▸ Exercise goal
All of the data below is to be copied exactly.

▸ Listed entries
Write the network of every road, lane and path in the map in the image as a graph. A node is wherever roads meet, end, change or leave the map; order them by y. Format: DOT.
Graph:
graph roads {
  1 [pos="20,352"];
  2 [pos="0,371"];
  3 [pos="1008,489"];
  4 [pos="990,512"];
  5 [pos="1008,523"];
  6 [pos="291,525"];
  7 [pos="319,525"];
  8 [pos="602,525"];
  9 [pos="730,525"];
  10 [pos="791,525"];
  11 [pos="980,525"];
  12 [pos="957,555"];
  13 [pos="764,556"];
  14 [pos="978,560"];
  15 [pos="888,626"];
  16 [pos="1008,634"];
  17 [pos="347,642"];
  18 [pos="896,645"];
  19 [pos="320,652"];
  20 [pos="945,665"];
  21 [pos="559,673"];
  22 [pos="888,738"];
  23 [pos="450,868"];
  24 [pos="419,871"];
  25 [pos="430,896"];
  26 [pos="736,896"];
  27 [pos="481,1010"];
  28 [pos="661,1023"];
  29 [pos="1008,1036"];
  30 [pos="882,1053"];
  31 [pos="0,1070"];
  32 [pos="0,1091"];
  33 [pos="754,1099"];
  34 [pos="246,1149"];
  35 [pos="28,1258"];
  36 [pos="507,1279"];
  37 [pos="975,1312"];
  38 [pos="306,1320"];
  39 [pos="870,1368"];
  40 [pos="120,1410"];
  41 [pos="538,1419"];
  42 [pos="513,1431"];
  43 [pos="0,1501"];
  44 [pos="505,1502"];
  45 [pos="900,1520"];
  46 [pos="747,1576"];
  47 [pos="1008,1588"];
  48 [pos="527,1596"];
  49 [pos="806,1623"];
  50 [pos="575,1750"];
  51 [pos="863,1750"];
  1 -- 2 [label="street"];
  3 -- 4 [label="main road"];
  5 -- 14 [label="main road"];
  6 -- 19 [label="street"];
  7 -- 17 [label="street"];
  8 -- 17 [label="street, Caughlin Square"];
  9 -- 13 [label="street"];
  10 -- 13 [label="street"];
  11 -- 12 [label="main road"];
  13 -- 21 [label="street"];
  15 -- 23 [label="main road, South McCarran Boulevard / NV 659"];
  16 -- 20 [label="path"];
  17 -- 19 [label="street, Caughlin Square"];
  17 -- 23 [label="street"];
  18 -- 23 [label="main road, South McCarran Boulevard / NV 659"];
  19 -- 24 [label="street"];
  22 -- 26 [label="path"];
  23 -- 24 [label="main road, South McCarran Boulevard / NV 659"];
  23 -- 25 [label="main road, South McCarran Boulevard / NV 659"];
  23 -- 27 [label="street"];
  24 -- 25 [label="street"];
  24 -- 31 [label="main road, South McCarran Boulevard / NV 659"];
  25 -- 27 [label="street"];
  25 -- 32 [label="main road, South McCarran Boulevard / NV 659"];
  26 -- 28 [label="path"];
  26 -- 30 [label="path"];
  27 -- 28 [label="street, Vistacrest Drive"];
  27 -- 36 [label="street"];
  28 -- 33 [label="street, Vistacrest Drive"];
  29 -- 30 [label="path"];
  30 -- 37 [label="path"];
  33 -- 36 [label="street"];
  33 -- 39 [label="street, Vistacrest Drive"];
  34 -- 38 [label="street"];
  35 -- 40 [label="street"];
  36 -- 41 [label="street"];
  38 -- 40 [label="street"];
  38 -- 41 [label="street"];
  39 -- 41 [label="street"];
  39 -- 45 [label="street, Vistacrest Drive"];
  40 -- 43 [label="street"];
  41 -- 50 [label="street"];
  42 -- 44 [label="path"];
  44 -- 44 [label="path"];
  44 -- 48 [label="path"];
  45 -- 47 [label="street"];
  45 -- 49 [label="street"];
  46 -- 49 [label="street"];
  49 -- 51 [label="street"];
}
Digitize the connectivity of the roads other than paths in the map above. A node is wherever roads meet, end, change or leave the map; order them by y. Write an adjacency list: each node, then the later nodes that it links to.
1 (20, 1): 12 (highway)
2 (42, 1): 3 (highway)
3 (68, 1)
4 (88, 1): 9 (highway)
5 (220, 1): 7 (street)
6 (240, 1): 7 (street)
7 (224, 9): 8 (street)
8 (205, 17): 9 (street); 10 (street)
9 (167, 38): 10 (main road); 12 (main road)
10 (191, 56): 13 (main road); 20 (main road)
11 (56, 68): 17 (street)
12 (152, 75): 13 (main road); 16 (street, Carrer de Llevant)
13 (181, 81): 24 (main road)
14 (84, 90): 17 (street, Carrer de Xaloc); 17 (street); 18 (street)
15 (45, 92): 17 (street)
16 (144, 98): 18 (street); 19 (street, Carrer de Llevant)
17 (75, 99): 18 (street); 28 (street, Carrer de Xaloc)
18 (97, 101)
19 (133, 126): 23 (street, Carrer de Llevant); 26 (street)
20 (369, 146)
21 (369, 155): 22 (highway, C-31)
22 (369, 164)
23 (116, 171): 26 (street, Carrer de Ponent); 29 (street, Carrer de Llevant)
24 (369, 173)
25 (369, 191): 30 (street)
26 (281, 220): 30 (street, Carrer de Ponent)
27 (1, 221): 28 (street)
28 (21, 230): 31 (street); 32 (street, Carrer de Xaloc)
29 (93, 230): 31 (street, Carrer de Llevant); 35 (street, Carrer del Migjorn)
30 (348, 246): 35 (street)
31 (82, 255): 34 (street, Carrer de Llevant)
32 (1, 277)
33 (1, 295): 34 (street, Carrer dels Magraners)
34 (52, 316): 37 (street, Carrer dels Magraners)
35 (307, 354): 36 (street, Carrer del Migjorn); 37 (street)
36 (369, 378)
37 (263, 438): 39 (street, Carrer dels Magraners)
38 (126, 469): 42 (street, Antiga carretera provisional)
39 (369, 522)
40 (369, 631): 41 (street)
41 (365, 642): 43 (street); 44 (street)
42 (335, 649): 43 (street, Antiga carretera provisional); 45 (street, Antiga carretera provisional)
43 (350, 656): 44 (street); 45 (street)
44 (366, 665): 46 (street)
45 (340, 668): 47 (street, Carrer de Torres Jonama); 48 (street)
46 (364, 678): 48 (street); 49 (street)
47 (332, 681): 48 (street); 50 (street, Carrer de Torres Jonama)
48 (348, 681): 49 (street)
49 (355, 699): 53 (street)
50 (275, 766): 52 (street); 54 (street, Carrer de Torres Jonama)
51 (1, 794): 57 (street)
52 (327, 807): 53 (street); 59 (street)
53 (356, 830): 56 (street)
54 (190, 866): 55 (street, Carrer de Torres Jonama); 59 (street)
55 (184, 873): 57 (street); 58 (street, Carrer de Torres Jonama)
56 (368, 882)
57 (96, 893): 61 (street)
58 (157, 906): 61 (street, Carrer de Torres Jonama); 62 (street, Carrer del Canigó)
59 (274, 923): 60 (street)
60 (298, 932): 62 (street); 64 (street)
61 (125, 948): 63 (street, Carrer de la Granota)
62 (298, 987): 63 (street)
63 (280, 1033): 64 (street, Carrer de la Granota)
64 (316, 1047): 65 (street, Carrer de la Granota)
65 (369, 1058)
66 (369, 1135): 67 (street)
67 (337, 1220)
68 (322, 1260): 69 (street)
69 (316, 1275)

▸ Exercise response
Write the network of every road, lane and path in the map in the image as a graph. A node is wherever roads meet, end, change or leave the map; order them by y. Format: DOT.
Graph:
graph roads {
  1 [pos="20,352"];
  2 [pos="0,371"];
  3 [pos="1008,489"];
  4 [pos="990,512"];
  5 [pos="1008,523"];
  6 [pos="291,525"];
  7 [pos="319,525"];
  8 [pos="602,525"];
  9 [pos="730,525"];
  10 [pos="791,525"];
  11 [pos="980,525"];
  12 [pos="957,555"];
  13 [pos="764,556"];
  14 [pos="978,560"];
  15 [pos="888,626"];
  16 [pos="1008,634"];
  17 [pos="347,642"];
  18 [pos="896,645"];
  19 [pos="320,652"];
  20 [pos="945,665"];
  21 [pos="559,673"];
  22 [pos="888,738"];
  23 [pos="450,868"];
  24 [pos="419,871"];
  25 [pos="430,896"];
  26 [pos="736,896"];
  27 [pos="481,1010"];
  28 [pos="661,1023"];
  29 [pos="1008,1036"];
  30 [pos="882,1053"];
  31 [pos="0,1070"];
  32 [pos="0,1091"];
  33 [pos="754,1099"];
  34 [pos="246,1149"];
  35 [pos="28,1258"];
  36 [pos="507,1279"];
  37 [pos="975,1312"];
  38 [pos="306,1320"];
  39 [pos="870,1368"];
  40 [pos="120,1410"];
  41 [pos="538,1419"];
  42 [pos="513,1431"];
  43 [pos="0,1501"];
  44 [pos="505,1502"];
  45 [pos="900,1520"];
  46 [pos="747,1576"];
  47 [pos="1008,1588"];
  48 [pos="527,1596"];
  49 [pos="806,1623"];
  50 [pos="575,1750"];
  51 [pos="863,1750"];
  1 -- 2 [label="street"];
  3 -- 4 [label="main road"];
  5 -- 14 [label="main road"];
  6 -- 19 [label="street"];
  7 -- 17 [label="street"];
  8 -- 17 [label="street, Caughlin Square"];
  9 -- 13 [label="street"];
  10 -- 13 [label="street"];
  11 -- 12 [label="main road"];
  13 -- 21 [label="street"];
  15 -- 23 [label="main road, South McCarran Boulevard / NV 659"];
  16 -- 20 [label="path"];
  17 -- 19 [label="street, Caughlin Square"];
  17 -- 23 [label="street"];
  18 -- 23 [label="main road, South McCarran Boulevard / NV 659"];
  19 -- 24 [label="street"];
  22 -- 26 [label="path"];
  23 -- 24 [label="main road, South McCarran Boulevard / NV 659"];
  23 -- 25 [label="main road, South McCarran Boulevard / NV 659"];
  23 -- 27 [label="street"];
  24 -- 25 [label="street"];
  24 -- 31 [label="main road, South McCarran Boulevard / NV 659"];
  25 -- 27 [label="street"];
  25 -- 32 [label="main road, South McCarran Boulevard / NV 659"];
  26 -- 28 [label="path"];
  26 -- 30 [label="path"];
  27 -- 28 [label="street, Vistacrest Drive"];
  27 -- 36 [label="street"];
  28 -- 33 [label="street, Vistacrest Drive"];
  29 -- 30 [label="path"];
  30 -- 37 [label="path"];
  33 -- 36 [label="street"];
  33 -- 39 [label="street, Vistacrest Drive"];
  34 -- 38 [label="street"];
  35 -- 40 [label="street"];
  36 -- 41 [label="street"];
  38 -- 40 [label="street"];
  38 -- 41 [label="street"];
  39 -- 41 [label="street"];
  39 -- 45 [label="street, Vistacrest Drive"];
  40 -- 43 [label="street"];
  41 -- 50 [label="street"];
  42 -- 44 [label="path"];
  44 -- 44 [label="path"];
  44 -- 48 [label="path"];
  45 -- 47 [label="street"];
  45 -- 49 [label="street"];
  46 -- 49 [label="street"];
  49 -- 51 [label="street"];
}
Digitize the connectivity of the roads other than paths in the map above. A node is wherever roads meet, end, change or leave the map; order them by y. Write an adjacency list: each node, then the later nodes that it links to.
1 (20, 1): 12 (highway)
2 (42, 1): 3 (highway)
3 (68, 1)
4 (88, 1): 9 (highway)
5 (220, 1): 7 (street)
6 (240, 1): 7 (street)
7 (224, 9): 8 (street)
8 (205, 17): 9 (street); 10 (street)
9 (167, 38): 10 (main road); 12 (main road)
10 (191, 56): 13 (main road); 20 (main road)
11 (56, 68): 17 (street)
12 (152, 75): 13 (main road); 16 (street, Carrer de Llevant)
13 (181, 81): 24 (main road)
14 (84, 90): 17 (street, Carrer de Xaloc); 17 (street); 18 (street)
15 (45, 92): 17 (street)
16 (144, 98): 18 (street); 19 (street, Carrer de Llevant)
17 (75, 99): 18 (street); 28 (street, Carrer de Xaloc)
18 (97, 101)
19 (133, 126): 23 (street, Carrer de Llevant); 26 (street)
20 (369, 146)
21 (369, 155): 22 (highway, C-31)
22 (369, 164)
23 (116, 171): 26 (street, Carrer de Ponent); 29 (street, Carrer de Llevant)
24 (369, 173)
25 (369, 191): 30 (street)
26 (281, 220): 30 (street, Carrer de Ponent)
27 (1, 221): 28 (street)
28 (21, 230): 31 (street); 32 (street, Carrer de Xaloc)
29 (93, 230): 31 (street, Carrer de Llevant); 35 (street, Carrer del Migjorn)
30 (348, 246): 35 (street)
31 (82, 255): 34 (street, Carrer de Llevant)
32 (1, 277)
33 (1, 295): 34 (street, Carrer dels Magraners)
34 (52, 316): 37 (street, Carrer dels Magraners)
35 (307, 354): 36 (street, Carrer del Migjorn); 37 (street)
36 (369, 378)
37 (263, 438): 39 (street, Carrer dels Magraners)
38 (126, 469): 42 (street, Antiga carretera provisional)
39 (369, 522)
40 (369, 631): 41 (street)
41 (365, 642): 43 (street); 44 (street)
42 (335, 649): 43 (street, Antiga carretera provisional); 45 (street, Antiga carretera provisional)
43 (350, 656): 44 (street); 45 (street)
44 (366, 665): 46 (street)
45 (340, 668): 47 (street, Carrer de Torres Jonama); 48 (street)
46 (364, 678): 48 (street); 49 (street)
47 (332, 681): 48 (street); 50 (street, Carrer de Torres Jonama)
48 (348, 681): 49 (street)
49 (355, 699): 53 (street)
50 (275, 766): 52 (street); 54 (street, Carrer de Torres Jonama)
51 (1, 794): 57 (street)
52 (327, 807): 53 (street); 59 (street)
53 (356, 830): 56 (street)
54 (190, 866): 55 (street, Carrer de Torres Jonama); 59 (street)
55 (184, 873): 57 (street); 58 (street, Carrer de Torres Jonama)
56 (368, 882)
57 (96, 893): 61 (street)
58 (157, 906): 61 (street, Carrer de Torres Jonama); 62 (street, Carrer del Canigó)
59 (274, 923): 60 (street)
60 (298, 932): 62 (street); 64 (street)
61 (125, 948): 63 (street, Carrer de la Granota)
62 (298, 987): 63 (street)
63 (280, 1033): 64 (street, Carrer de la Granota)
64 (316, 1047): 65 (street, Carrer de la Granota)
65 (369, 1058)
66 (369, 1135): 67 (street)
67 (337, 1220)
68 (322, 1260): 69 (street)
69 (316, 1275)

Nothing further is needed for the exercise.